Parole really is the greatest pleasure in life. Thanks to a good behaviour bond, Welcome to Spud City is back on the airwaves 7 years, 6 months and 22 days earlier than expected, and don't worry, the third season promises to deliver.
The boys scrub the rust off and deliver the news that you may have missed during the week, whilst also dissecting the big political storm Ms Gillard finds herself in. We know it's been about 6 months since anyone has publicly thrown support behind Rudd, but we are stubborn and will continue to do so even if it is the end of us.
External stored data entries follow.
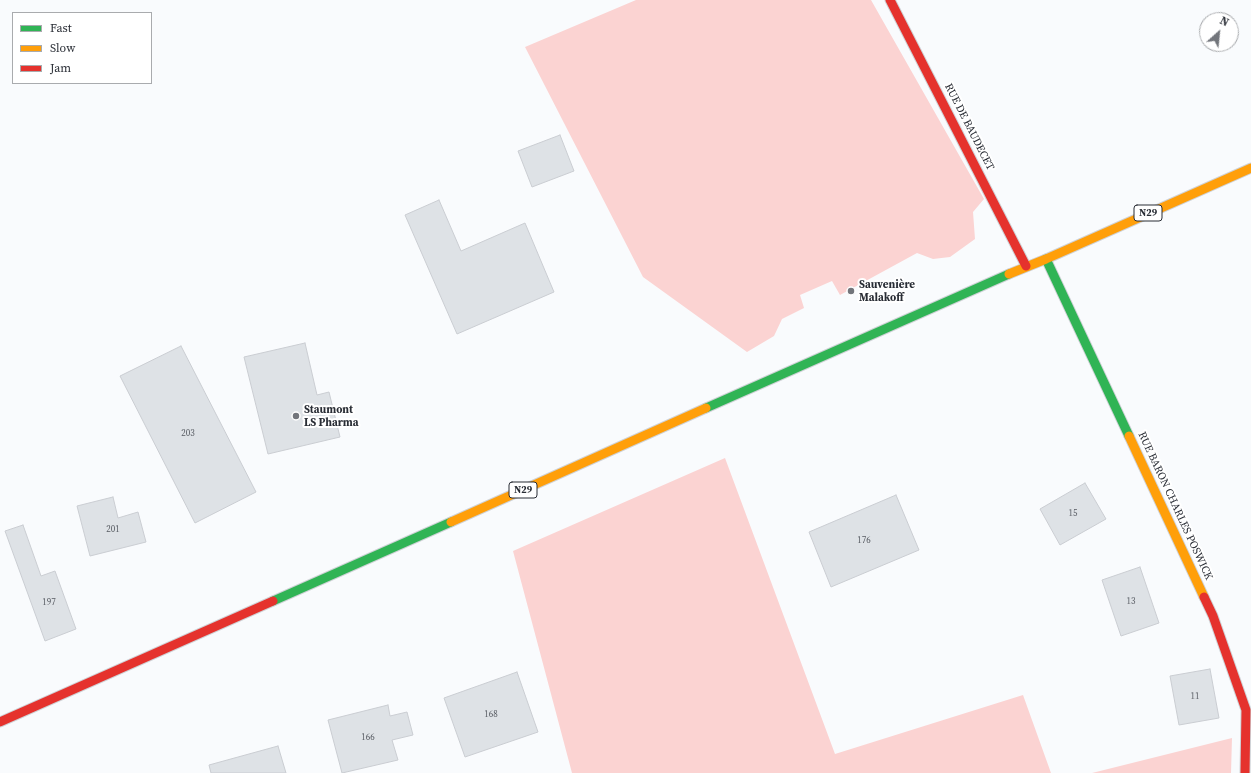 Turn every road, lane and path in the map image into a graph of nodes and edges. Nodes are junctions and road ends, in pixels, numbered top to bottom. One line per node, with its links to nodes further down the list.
1 (890, 0): 4 (main road, RUE DE BAUDECET)
2 (1251, 168): 3 (main road, N29)
3 (1046, 259): 4 (main road, N29); 6 (main road, RUE BARON CHARLES POSWICK)
4 (1026, 266): 5 (main road, N29)
5 (0, 722)
6 (1245, 773) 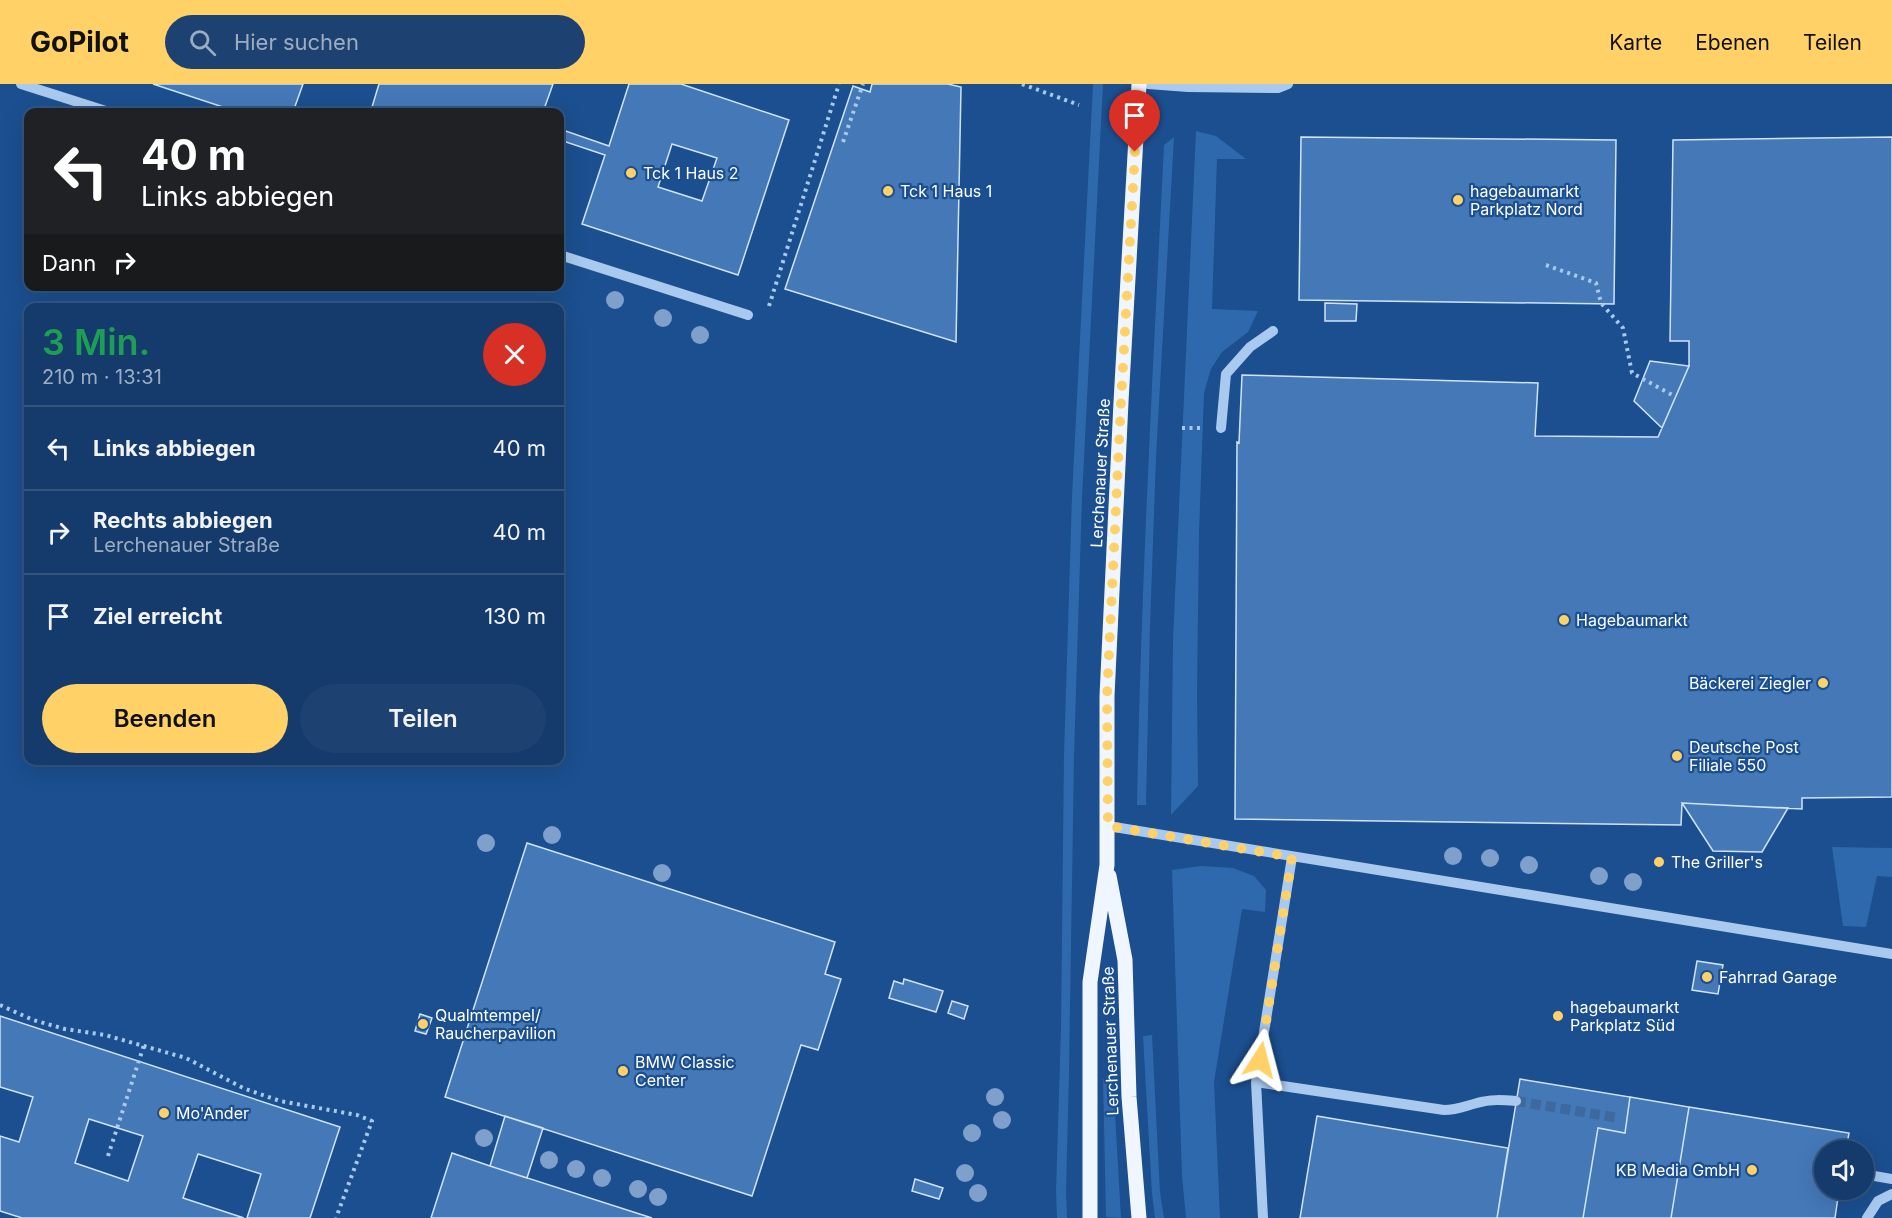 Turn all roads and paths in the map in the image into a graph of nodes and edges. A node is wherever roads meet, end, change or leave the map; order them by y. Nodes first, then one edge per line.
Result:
1 (21, 84) edge
2 (839, 84) edge
3 (863, 84) edge
4 (1022, 84) edge
5 (1139, 84) edge
6 (1148, 84) edge
7 (1288, 84) edge
8 (1079, 105) dead end
9 (96, 108) edge
10 (843, 142) dead end
11 (564, 256) edge
12 (1546, 265) dead end
13 (748, 315) joint
14 (1273, 331) dead end
15 (1676, 397) dead end
16 (1221, 428) dead end
17 (1108, 826) junction
18 (1292, 857) junction
19 (1107, 865) junction
20 (1892, 954) edge
21 (0, 1005) edge
22 (144, 1045) junction
23 (1256, 1082) junction
24 (1516, 1101) tunnel mouth
25 (108, 1156) dead end
26 (1874, 1176) edge
27 (1892, 1179) edge
28 (1892, 1194) edge
29 (336, 1218) edge
30 (1090, 1218) edge
31 (1139, 1218) edge
32 (1263, 1218) edge
33 (1867, 1218) edge

1 - 9 lane
2 - 13 path
3 - 10 path
4 - 8 path
5 - 17 main road, Lerchenauer Straße
6 - 7 lane
11 - 13 lane
12 - 15 path
14 - 16 lane
17 - 18 lane
17 - 19 main road, Lerchenauer Straße
18 - 20 lane
18 - 23 lane
19 - 30 main road, Lerchenauer Straße
19 - 31 main road, Lerchenauer Straße
21 - 22 path
22 - 25 path
22 - 29 path
23 - 24 lane
23 - 32 lane
26 - 27 lane
28 - 33 lane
Two things disturb us greatly. Firstly, Hulk Hogan has sex. Secondly, Hulk Hogan can use a camera. Thirdly, Hulk Hogan can have sex and use a camera at the same time (fourthly, we can't count). The internet has lost yet another slice of innocence on this dark day.
...and speaking of innocence, Mike Tyson is coming to Australia. After the Billy Slater ear biting incident, we can only assume it is to take up a defensive coaching role at the Canterbury Bulldogs. It is also believed that the club is in negotiations with OJ Simpson to provide some insight into the teams running game. Although, noone can really emulate OJ's historic run in the white Bronco in downtown LA.
A man does not have to have fingers to own fingernails.